▸ Your task: Would you retype each record exactly as given?

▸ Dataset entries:
■ ■ ■
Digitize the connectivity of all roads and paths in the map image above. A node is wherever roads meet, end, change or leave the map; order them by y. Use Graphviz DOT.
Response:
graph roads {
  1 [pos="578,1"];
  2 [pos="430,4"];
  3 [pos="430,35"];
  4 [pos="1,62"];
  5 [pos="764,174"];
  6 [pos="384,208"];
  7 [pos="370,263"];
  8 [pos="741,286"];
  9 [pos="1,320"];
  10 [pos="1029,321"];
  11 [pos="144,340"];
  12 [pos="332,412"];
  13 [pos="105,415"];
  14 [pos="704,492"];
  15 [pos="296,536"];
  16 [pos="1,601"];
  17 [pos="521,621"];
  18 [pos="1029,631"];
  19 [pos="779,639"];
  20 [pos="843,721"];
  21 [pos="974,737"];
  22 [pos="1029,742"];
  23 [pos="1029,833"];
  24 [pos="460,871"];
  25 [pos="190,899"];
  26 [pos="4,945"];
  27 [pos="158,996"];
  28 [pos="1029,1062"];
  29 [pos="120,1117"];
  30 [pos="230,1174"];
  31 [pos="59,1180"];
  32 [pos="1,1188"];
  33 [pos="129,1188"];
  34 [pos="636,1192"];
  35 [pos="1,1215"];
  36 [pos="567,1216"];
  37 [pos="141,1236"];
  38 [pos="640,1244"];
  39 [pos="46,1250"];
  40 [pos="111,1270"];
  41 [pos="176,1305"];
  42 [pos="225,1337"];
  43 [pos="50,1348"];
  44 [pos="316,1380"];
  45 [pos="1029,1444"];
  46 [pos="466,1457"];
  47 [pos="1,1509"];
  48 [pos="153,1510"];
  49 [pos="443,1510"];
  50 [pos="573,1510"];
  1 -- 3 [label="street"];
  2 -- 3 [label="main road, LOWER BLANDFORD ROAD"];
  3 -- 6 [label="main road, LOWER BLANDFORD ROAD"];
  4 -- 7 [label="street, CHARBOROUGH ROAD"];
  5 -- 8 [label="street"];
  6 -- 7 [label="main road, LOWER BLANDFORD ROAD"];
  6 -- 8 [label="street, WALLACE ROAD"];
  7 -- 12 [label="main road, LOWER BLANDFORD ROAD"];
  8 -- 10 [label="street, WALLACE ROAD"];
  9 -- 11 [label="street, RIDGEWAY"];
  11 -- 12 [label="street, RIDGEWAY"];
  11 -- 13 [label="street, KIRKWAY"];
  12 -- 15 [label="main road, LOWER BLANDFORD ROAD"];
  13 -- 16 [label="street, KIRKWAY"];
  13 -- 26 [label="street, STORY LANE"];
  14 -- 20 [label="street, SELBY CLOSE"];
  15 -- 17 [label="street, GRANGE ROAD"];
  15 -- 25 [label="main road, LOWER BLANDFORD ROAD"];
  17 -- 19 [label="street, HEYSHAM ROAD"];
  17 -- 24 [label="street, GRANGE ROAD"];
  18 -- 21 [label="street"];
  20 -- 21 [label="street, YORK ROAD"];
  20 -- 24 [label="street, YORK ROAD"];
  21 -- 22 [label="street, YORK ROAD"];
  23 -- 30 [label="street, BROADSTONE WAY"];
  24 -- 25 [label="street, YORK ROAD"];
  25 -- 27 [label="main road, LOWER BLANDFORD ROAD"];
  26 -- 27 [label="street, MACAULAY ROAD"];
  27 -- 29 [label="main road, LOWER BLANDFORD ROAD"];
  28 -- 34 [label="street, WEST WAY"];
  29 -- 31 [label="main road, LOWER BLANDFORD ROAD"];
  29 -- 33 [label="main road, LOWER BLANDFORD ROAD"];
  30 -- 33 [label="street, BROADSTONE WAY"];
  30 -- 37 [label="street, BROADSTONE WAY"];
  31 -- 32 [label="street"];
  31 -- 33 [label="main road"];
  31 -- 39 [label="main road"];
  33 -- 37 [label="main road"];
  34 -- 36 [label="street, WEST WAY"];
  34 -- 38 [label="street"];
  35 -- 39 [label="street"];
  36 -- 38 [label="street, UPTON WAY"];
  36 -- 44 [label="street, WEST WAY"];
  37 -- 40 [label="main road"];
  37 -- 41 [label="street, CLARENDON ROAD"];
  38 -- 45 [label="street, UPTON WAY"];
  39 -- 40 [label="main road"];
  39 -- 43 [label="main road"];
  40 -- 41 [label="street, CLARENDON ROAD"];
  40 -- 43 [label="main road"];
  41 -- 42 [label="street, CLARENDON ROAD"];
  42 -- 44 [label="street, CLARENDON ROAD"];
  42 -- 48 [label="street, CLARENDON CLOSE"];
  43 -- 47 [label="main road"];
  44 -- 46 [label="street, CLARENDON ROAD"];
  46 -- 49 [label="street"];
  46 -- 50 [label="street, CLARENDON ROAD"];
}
■ ■ ■
▸ Answer:
Digitize the connectivity of all roads and paths in the map image above. A node is wherever roads meet, end, change or leave the map; order them by y. Use Graphviz DOT.
Response:
graph roads {
  1 [pos="578,1"];
  2 [pos="430,4"];
  3 [pos="430,35"];
  4 [pos="1,62"];
  5 [pos="764,174"];
  6 [pos="384,208"];
  7 [pos="370,263"];
  8 [pos="741,286"];
  9 [pos="1,320"];
  10 [pos="1029,321"];
  11 [pos="144,340"];
  12 [pos="332,412"];
  13 [pos="105,415"];
  14 [pos="704,492"];
  15 [pos="296,536"];
  16 [pos="1,601"];
  17 [pos="521,621"];
  18 [pos="1029,631"];
  19 [pos="779,639"];
  20 [pos="843,721"];
  21 [pos="974,737"];
  22 [pos="1029,742"];
  23 [pos="1029,833"];
  24 [pos="460,871"];
  25 [pos="190,899"];
  26 [pos="4,945"];
  27 [pos="158,996"];
  28 [pos="1029,1062"];
  29 [pos="120,1117"];
  30 [pos="230,1174"];
  31 [pos="59,1180"];
  32 [pos="1,1188"];
  33 [pos="129,1188"];
  34 [pos="636,1192"];
  35 [pos="1,1215"];
  36 [pos="567,1216"];
  37 [pos="141,1236"];
  38 [pos="640,1244"];
  39 [pos="46,1250"];
  40 [pos="111,1270"];
  41 [pos="176,1305"];
  42 [pos="225,1337"];
  43 [pos="50,1348"];
  44 [pos="316,1380"];
  45 [pos="1029,1444"];
  46 [pos="466,1457"];
  47 [pos="1,1509"];
  48 [pos="153,1510"];
  49 [pos="443,1510"];
  50 [pos="573,1510"];
  1 -- 3 [label="street"];
  2 -- 3 [label="main road, LOWER BLANDFORD ROAD"];
  3 -- 6 [label="main road, LOWER BLANDFORD ROAD"];
  4 -- 7 [label="street, CHARBOROUGH ROAD"];
  5 -- 8 [label="street"];
  6 -- 7 [label="main road, LOWER BLANDFORD ROAD"];
  6 -- 8 [label="street, WALLACE ROAD"];
  7 -- 12 [label="main road, LOWER BLANDFORD ROAD"];
  8 -- 10 [label="street, WALLACE ROAD"];
  9 -- 11 [label="street, RIDGEWAY"];
  11 -- 12 [label="street, RIDGEWAY"];
  11 -- 13 [label="street, KIRKWAY"];
  12 -- 15 [label="main road, LOWER BLANDFORD ROAD"];
  13 -- 16 [label="street, KIRKWAY"];
  13 -- 26 [label="street, STORY LANE"];
  14 -- 20 [label="street, SELBY CLOSE"];
  15 -- 17 [label="street, GRANGE ROAD"];
  15 -- 25 [label="main road, LOWER BLANDFORD ROAD"];
  17 -- 19 [label="street, HEYSHAM ROAD"];
  17 -- 24 [label="street, GRANGE ROAD"];
  18 -- 21 [label="street"];
  20 -- 21 [label="street, YORK ROAD"];
  20 -- 24 [label="street, YORK ROAD"];
  21 -- 22 [label="street, YORK ROAD"];
  23 -- 30 [label="street, BROADSTONE WAY"];
  24 -- 25 [label="street, YORK ROAD"];
  25 -- 27 [label="main road, LOWER BLANDFORD ROAD"];
  26 -- 27 [label="street, MACAULAY ROAD"];
  27 -- 29 [label="main road, LOWER BLANDFORD ROAD"];
  28 -- 34 [label="street, WEST WAY"];
  29 -- 31 [label="main road, LOWER BLANDFORD ROAD"];
  29 -- 33 [label="main road, LOWER BLANDFORD ROAD"];
  30 -- 33 [label="street, BROADSTONE WAY"];
  30 -- 37 [label="street, BROADSTONE WAY"];
  31 -- 32 [label="street"];
  31 -- 33 [label="main road"];
  31 -- 39 [label="main road"];
  33 -- 37 [label="main road"];
  34 -- 36 [label="street, WEST WAY"];
  34 -- 38 [label="street"];
  35 -- 39 [label="street"];
  36 -- 38 [label="street, UPTON WAY"];
  36 -- 44 [label="street, WEST WAY"];
  37 -- 40 [label="main road"];
  37 -- 41 [label="street, CLARENDON ROAD"];
  38 -- 45 [label="street, UPTON WAY"];
  39 -- 40 [label="main road"];
  39 -- 43 [label="main road"];
  40 -- 41 [label="street, CLARENDON ROAD"];
  40 -- 43 [label="main road"];
  41 -- 42 [label="street, CLARENDON ROAD"];
  42 -- 44 [label="street, CLARENDON ROAD"];
  42 -- 48 [label="street, CLARENDON CLOSE"];
  43 -- 47 [label="main road"];
  44 -- 46 [label="street, CLARENDON ROAD"];
  46 -- 49 [label="street"];
  46 -- 50 [label="street, CLARENDON ROAD"];
}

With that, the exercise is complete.